Reflecting on Luke 16:19-31
That poor rich man. Not only could he, in his torment, not get a drop of water from “the other side,” but he couldn’t order Lazarus—now an eternity away from his malicious neglect—to get a warning to his brothers. The same goes for those complacent ones in Amos’ day, eating their rich foods, whiling away the hours on their beds, but not “made ill by the collapse of Joseph.”
The two stories are really telling the same story. Amos was well aware that the gradual weakening of the kingdom of Israel occurred in concert with its attempts to cooperate with Assyria, their terrifying neighbor. Exactly as he prophesied, a full fifty percent of the inhabitants of Israel were either killed, or taken into exile, by the Assyrians in 722BC.
In Jesus’ parable seven centuries later, every day that the rich man ignored Lazarus, dying at his gate, only brought him (and his brothers) closer to their day of reckoning, and the great chasm that would forever keep them from ever knowing happiness again.

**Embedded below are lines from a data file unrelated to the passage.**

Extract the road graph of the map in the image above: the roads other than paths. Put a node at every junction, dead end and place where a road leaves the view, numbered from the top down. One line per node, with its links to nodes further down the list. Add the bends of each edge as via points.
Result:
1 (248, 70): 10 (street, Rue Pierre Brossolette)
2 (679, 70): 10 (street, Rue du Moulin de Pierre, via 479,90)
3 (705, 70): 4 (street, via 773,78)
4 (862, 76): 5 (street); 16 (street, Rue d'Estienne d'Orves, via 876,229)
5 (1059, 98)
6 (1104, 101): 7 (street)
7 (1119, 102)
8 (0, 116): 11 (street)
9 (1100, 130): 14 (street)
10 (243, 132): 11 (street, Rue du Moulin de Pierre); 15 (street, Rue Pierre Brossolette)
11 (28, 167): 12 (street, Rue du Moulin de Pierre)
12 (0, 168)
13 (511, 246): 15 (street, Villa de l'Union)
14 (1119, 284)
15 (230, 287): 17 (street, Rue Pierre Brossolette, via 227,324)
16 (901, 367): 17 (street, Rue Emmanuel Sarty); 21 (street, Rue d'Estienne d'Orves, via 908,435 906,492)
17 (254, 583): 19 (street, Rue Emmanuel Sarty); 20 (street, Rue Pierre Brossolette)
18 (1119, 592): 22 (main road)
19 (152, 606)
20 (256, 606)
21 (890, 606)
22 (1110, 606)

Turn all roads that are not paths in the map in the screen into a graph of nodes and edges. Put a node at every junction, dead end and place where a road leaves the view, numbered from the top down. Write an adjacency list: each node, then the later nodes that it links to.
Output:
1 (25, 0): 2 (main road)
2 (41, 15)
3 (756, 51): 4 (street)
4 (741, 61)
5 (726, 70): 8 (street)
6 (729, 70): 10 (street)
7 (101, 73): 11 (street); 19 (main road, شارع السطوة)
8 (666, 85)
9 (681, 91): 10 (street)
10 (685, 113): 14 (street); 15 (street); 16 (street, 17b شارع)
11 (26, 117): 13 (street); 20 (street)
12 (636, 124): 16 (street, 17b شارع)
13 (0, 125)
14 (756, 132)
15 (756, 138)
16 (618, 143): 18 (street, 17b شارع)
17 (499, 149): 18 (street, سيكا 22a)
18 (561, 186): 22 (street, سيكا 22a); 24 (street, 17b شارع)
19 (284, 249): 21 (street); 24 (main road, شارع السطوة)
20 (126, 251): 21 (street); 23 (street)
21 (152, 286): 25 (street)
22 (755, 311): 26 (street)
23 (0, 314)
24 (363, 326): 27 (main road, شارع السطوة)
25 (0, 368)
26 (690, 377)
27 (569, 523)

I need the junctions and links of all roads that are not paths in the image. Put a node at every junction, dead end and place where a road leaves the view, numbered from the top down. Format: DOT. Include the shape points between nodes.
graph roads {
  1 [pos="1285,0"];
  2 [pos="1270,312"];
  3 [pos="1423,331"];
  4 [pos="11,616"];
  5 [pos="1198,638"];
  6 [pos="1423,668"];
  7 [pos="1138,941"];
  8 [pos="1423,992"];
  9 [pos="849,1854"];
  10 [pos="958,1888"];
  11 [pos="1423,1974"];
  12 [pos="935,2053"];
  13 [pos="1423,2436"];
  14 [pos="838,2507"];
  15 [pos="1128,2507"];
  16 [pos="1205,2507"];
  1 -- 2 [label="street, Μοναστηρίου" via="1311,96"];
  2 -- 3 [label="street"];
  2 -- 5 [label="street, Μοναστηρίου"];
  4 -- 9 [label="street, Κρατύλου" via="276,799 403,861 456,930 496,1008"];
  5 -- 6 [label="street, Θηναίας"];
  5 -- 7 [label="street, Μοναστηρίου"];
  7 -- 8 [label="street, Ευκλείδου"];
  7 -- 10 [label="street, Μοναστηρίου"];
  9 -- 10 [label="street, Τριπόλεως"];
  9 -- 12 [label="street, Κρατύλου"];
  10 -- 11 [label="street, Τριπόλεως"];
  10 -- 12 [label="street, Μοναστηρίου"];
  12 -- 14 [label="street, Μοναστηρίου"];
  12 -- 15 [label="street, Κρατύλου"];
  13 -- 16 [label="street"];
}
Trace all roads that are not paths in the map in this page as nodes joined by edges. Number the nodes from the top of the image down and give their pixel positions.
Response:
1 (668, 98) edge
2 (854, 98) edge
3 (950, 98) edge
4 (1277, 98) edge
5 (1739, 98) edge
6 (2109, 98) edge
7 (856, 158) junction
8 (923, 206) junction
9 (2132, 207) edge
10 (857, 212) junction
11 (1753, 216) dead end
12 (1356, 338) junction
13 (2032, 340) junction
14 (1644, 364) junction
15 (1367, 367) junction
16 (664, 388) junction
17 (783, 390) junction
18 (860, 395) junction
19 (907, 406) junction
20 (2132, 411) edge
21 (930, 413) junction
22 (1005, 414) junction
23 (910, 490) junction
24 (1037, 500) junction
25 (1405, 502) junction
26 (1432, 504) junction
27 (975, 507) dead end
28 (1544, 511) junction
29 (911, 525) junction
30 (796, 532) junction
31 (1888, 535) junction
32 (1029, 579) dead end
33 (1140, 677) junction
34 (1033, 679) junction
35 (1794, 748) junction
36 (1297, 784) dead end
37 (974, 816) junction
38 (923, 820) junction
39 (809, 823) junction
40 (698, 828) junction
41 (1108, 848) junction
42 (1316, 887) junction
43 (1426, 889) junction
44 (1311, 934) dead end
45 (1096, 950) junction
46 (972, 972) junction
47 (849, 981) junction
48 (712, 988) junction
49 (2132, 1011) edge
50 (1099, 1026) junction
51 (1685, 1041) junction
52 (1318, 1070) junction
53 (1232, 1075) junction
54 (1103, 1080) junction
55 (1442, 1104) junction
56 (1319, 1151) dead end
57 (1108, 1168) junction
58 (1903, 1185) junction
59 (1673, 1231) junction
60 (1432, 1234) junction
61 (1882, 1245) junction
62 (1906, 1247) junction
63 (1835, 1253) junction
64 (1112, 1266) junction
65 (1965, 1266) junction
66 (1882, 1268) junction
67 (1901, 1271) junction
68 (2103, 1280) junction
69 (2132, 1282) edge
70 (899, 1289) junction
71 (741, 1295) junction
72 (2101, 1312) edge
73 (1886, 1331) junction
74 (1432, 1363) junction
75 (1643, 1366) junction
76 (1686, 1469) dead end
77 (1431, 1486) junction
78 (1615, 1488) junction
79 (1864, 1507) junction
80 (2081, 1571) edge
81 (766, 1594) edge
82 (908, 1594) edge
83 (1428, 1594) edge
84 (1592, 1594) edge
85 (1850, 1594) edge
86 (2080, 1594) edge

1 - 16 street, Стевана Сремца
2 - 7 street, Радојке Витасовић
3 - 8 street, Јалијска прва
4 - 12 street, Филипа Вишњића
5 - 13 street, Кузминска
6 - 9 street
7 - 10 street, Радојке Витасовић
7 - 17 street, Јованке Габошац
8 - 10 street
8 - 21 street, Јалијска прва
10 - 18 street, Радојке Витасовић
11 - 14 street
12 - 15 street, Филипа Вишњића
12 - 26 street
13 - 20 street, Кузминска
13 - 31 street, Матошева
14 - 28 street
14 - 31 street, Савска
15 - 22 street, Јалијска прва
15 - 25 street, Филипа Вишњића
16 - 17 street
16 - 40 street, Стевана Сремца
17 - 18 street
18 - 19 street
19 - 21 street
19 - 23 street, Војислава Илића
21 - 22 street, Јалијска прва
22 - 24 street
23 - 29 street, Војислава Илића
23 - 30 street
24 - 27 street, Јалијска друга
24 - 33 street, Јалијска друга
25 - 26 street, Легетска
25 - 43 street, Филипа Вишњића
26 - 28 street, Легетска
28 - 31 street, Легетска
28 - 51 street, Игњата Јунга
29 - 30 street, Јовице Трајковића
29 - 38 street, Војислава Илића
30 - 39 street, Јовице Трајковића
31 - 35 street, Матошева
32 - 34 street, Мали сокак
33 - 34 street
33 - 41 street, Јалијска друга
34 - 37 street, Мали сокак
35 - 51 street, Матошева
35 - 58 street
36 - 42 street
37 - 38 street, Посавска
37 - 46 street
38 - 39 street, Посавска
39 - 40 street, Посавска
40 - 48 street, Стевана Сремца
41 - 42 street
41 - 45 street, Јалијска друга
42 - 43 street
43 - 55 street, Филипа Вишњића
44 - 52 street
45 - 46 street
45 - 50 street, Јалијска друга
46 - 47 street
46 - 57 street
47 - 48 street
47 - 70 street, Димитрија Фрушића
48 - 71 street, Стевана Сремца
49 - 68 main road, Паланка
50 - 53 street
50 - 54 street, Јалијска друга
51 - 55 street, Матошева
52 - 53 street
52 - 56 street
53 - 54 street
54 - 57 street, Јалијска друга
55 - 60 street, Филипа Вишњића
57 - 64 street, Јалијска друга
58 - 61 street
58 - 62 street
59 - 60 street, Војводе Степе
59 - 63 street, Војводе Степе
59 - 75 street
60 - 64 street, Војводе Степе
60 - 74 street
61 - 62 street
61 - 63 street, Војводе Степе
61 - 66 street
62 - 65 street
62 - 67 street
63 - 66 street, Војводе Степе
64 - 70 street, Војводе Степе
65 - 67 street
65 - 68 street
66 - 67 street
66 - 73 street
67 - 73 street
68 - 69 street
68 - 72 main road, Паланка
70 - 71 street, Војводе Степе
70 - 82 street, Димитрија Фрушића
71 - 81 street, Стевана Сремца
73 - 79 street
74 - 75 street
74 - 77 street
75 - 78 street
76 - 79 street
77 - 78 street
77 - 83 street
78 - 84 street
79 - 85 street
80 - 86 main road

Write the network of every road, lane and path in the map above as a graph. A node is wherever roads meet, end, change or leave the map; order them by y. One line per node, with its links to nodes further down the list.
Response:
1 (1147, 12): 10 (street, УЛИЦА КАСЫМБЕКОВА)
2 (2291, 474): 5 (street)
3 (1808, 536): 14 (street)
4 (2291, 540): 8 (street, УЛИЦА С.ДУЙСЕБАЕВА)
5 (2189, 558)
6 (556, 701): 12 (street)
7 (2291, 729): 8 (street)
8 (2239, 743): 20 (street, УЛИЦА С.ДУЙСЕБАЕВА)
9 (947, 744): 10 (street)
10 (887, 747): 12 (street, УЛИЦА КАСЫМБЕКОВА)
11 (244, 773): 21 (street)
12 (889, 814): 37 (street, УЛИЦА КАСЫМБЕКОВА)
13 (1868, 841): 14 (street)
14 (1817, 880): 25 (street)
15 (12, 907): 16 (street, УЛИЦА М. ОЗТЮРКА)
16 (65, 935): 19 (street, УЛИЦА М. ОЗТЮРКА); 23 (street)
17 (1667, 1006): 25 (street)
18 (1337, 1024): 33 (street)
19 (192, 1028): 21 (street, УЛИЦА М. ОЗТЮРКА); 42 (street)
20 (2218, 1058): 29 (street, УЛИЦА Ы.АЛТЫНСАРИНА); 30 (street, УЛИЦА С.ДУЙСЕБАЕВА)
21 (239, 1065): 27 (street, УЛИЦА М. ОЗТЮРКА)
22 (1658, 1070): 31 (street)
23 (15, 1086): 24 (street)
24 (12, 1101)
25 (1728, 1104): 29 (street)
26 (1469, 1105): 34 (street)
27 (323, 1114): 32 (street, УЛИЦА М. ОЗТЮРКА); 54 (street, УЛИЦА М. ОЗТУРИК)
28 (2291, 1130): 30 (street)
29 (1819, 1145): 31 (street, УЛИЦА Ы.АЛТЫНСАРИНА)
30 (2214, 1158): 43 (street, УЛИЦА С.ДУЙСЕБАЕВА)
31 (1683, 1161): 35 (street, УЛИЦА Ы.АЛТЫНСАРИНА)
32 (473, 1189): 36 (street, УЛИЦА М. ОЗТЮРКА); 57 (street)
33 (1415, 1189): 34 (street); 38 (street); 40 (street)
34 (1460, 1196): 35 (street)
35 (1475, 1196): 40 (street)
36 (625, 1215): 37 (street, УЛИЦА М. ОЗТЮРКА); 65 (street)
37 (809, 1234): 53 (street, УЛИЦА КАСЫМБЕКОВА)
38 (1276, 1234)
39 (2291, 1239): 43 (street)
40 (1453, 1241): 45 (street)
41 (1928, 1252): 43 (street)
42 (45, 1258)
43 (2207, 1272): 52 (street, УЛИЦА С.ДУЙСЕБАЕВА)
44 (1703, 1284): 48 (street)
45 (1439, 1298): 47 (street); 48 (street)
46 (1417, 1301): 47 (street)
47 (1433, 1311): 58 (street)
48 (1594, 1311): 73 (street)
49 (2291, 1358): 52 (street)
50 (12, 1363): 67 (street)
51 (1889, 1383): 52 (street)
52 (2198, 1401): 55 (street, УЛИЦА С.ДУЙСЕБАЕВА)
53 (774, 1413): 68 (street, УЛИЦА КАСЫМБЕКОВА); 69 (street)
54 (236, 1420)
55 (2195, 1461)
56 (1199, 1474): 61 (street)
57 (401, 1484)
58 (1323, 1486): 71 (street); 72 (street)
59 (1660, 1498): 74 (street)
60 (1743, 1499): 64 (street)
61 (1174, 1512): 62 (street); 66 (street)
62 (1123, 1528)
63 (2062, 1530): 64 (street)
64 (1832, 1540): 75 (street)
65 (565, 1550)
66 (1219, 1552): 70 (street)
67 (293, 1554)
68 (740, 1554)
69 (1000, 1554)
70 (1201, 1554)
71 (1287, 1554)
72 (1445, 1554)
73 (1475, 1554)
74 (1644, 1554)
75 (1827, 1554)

It’s all about warnings. We appreciate the Amber Alerts, and even the apps that let us know there are police scanners ahead. But it’s the warnings that we hear again and again that lose their ability to motivate us, as did the words of Amos to the Israelites, who, as he was writing, were within thirty years of never seeing their homeland again.
Next week closes the 2022 Season of Creation, the annual ecumenical season of prayer and action for our common home. As the Feast of St. Francis draws near, we pray for the grace to act on the alarms our endangered planet is sounding.
How are you taking care of our common home?